**Assignment**. Strip out the pictures and transcribe the records that follow exactly.

**Given records**.
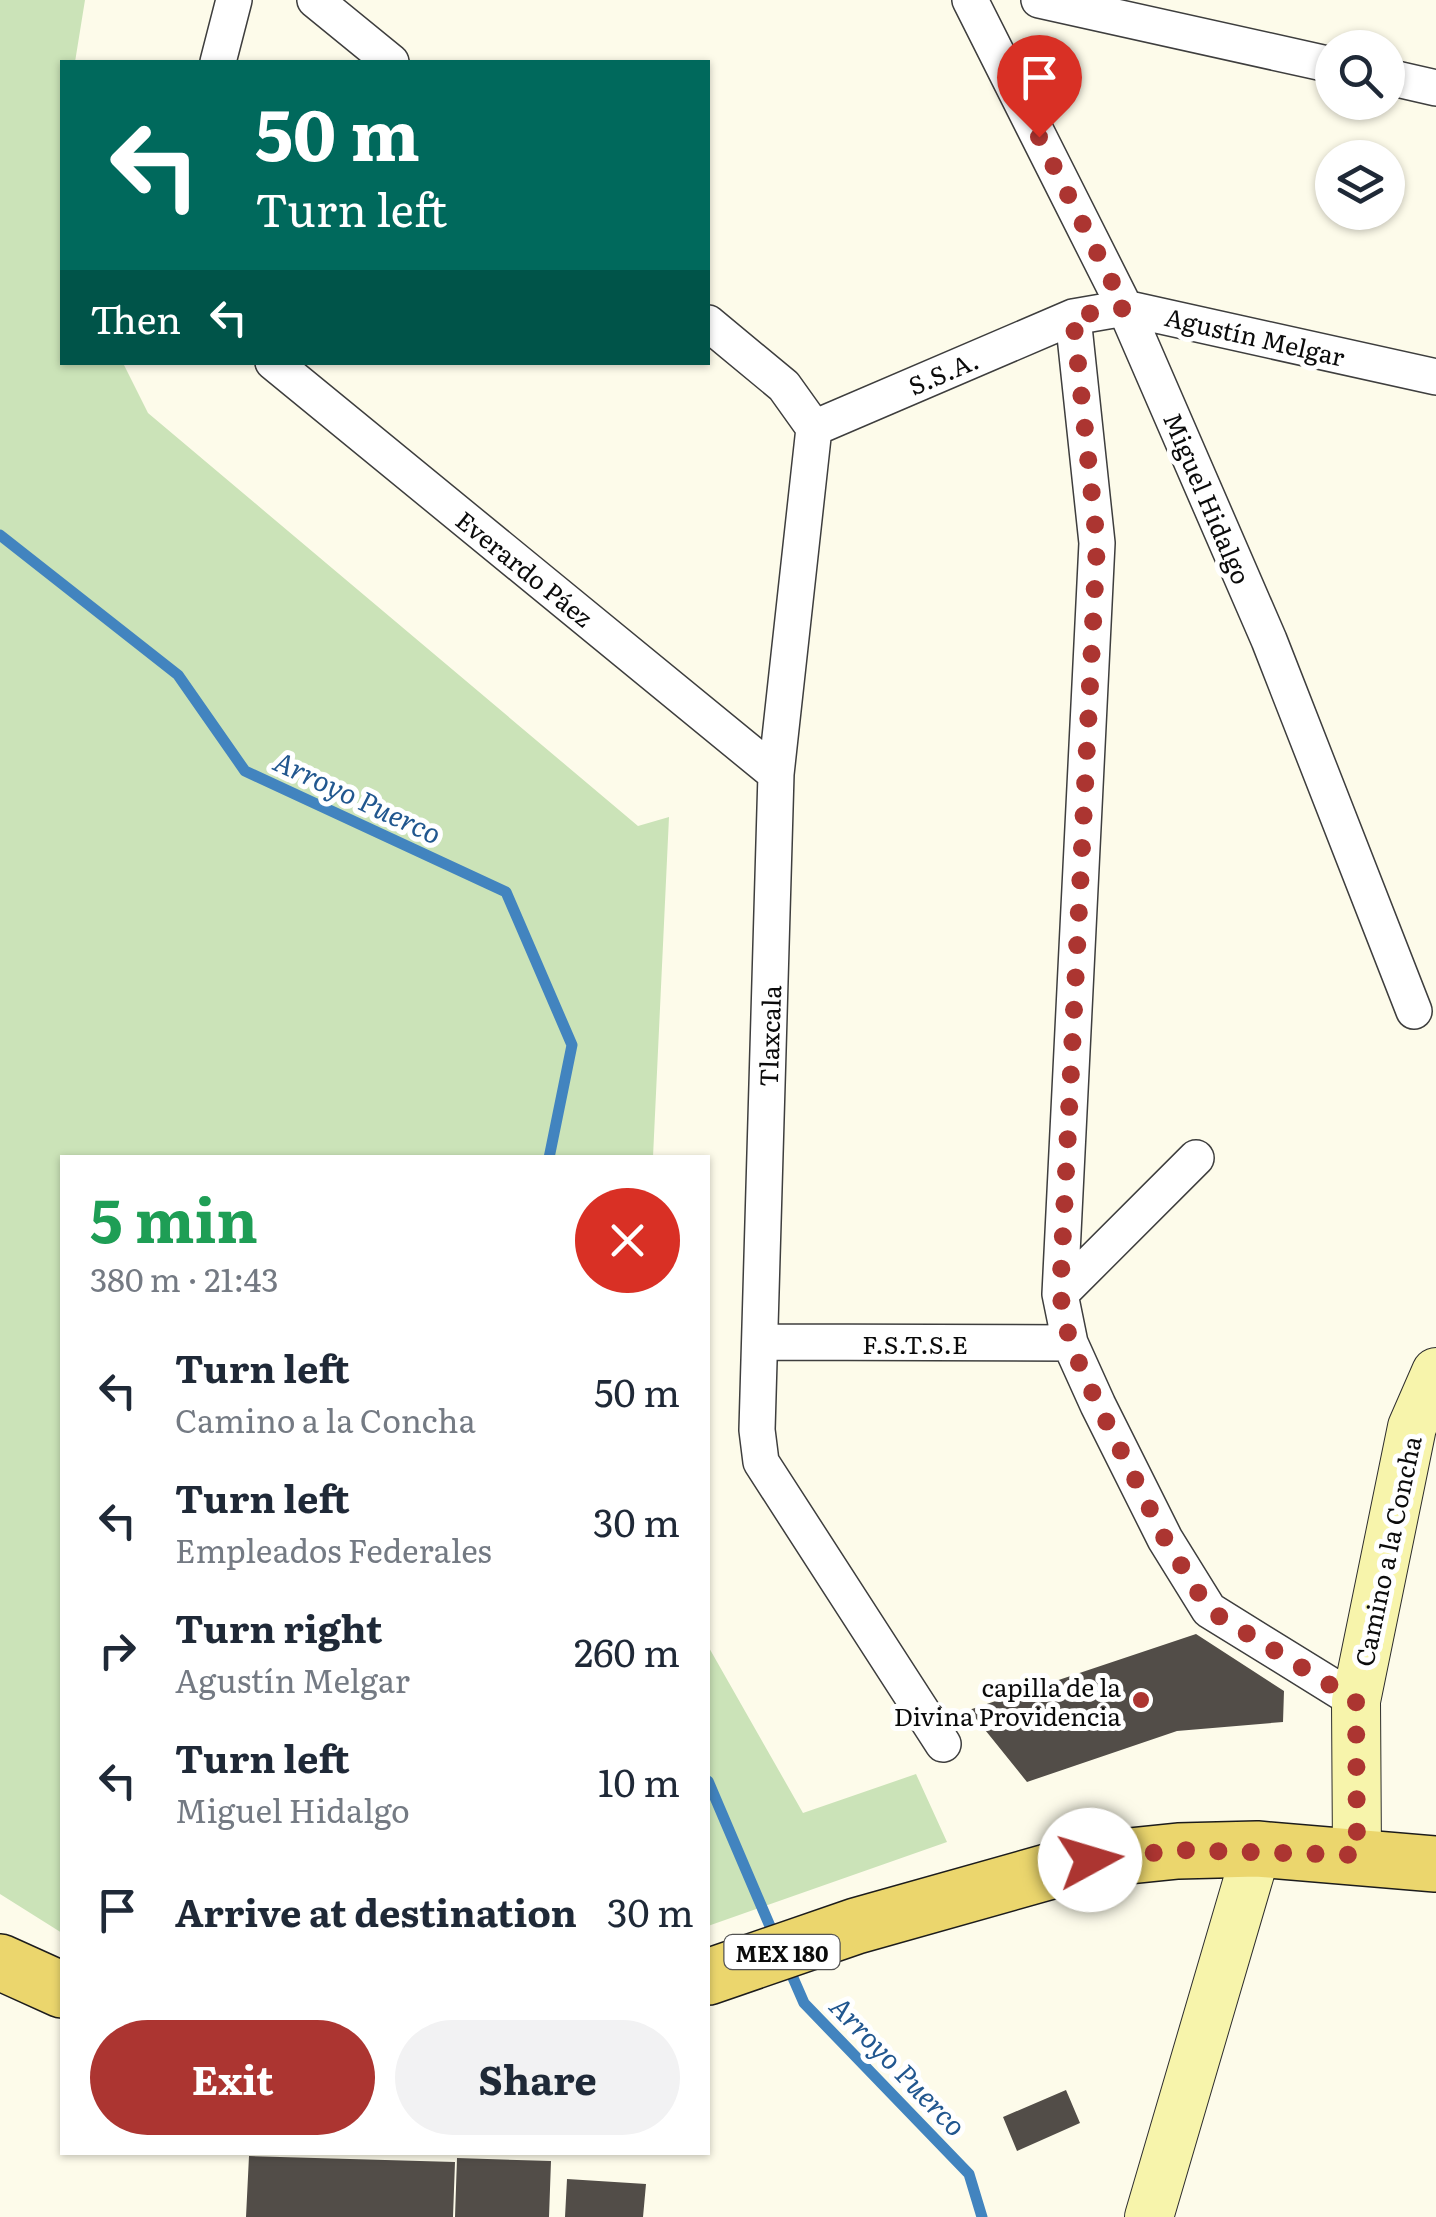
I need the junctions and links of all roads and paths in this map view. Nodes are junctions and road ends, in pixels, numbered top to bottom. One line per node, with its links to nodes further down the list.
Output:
1 (234, 0): 5 (street)
2 (314, 0): 6 (street)
3 (970, 0): 10 (street, Miguel Hidalgo)
4 (1039, 0): 7 (street)
5 (219, 60)
6 (389, 60)
7 (1315, 61)
8 (1405, 82): 9 (street)
9 (1436, 88)
10 (1125, 308): 11 (street, Agustín Melgar); 14 (street, Agustín Melgar); 17 (street, Miguel Hidalgo)
11 (1073, 316): 15 (street, S.S.A.); 19 (street)
12 (710, 325): 15 (street)
13 (277, 365): 16 (street, Everardo Páez)
14 (1436, 377)
15 (814, 428): 16 (street, Tlaxcala)
16 (776, 774): 20 (street, Tlaxcala)
17 (1414, 1011)
18 (1196, 1158): 19 (street)
19 (1060, 1294): 21 (street)
20 (760, 1342): 21 (street, F.S.T.S.E); 24 (street, Tlaxcala)
21 (1070, 1343): 23 (street)
22 (1436, 1372): 23 (street, Camino a la Concha)
23 (1356, 1701): 26 (street, Camino a la Concha)
24 (943, 1744)
25 (1257, 1849): 26 (main road, MEX 180); 29 (main road, MEX 180); 31 (street)
26 (1357, 1855): 27 (main road, MEX 180)
27 (1436, 1864)
28 (0, 1962): 30 (main road)
29 (710, 1976)
30 (60, 1989)
31 (1148, 2217)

**The answer**.
I need the junctions and links of all roads and paths in this map view. Nodes are junctions and road ends, in pixels, numbered top to bottom. One line per node, with its links to nodes further down the list.
Output:
1 (234, 0): 5 (street)
2 (314, 0): 6 (street)
3 (970, 0): 10 (street, Miguel Hidalgo)
4 (1039, 0): 7 (street)
5 (219, 60)
6 (389, 60)
7 (1315, 61)
8 (1405, 82): 9 (street)
9 (1436, 88)
10 (1125, 308): 11 (street, Agustín Melgar); 14 (street, Agustín Melgar); 17 (street, Miguel Hidalgo)
11 (1073, 316): 15 (street, S.S.A.); 19 (street)
12 (710, 325): 15 (street)
13 (277, 365): 16 (street, Everardo Páez)
14 (1436, 377)
15 (814, 428): 16 (street, Tlaxcala)
16 (776, 774): 20 (street, Tlaxcala)
17 (1414, 1011)
18 (1196, 1158): 19 (street)
19 (1060, 1294): 21 (street)
20 (760, 1342): 21 (street, F.S.T.S.E); 24 (street, Tlaxcala)
21 (1070, 1343): 23 (street)
22 (1436, 1372): 23 (street, Camino a la Concha)
23 (1356, 1701): 26 (street, Camino a la Concha)
24 (943, 1744)
25 (1257, 1849): 26 (main road, MEX 180); 29 (main road, MEX 180); 31 (street)
26 (1357, 1855): 27 (main road, MEX 180)
27 (1436, 1864)
28 (0, 1962): 30 (main road)
29 (710, 1976)
30 (60, 1989)
31 (1148, 2217)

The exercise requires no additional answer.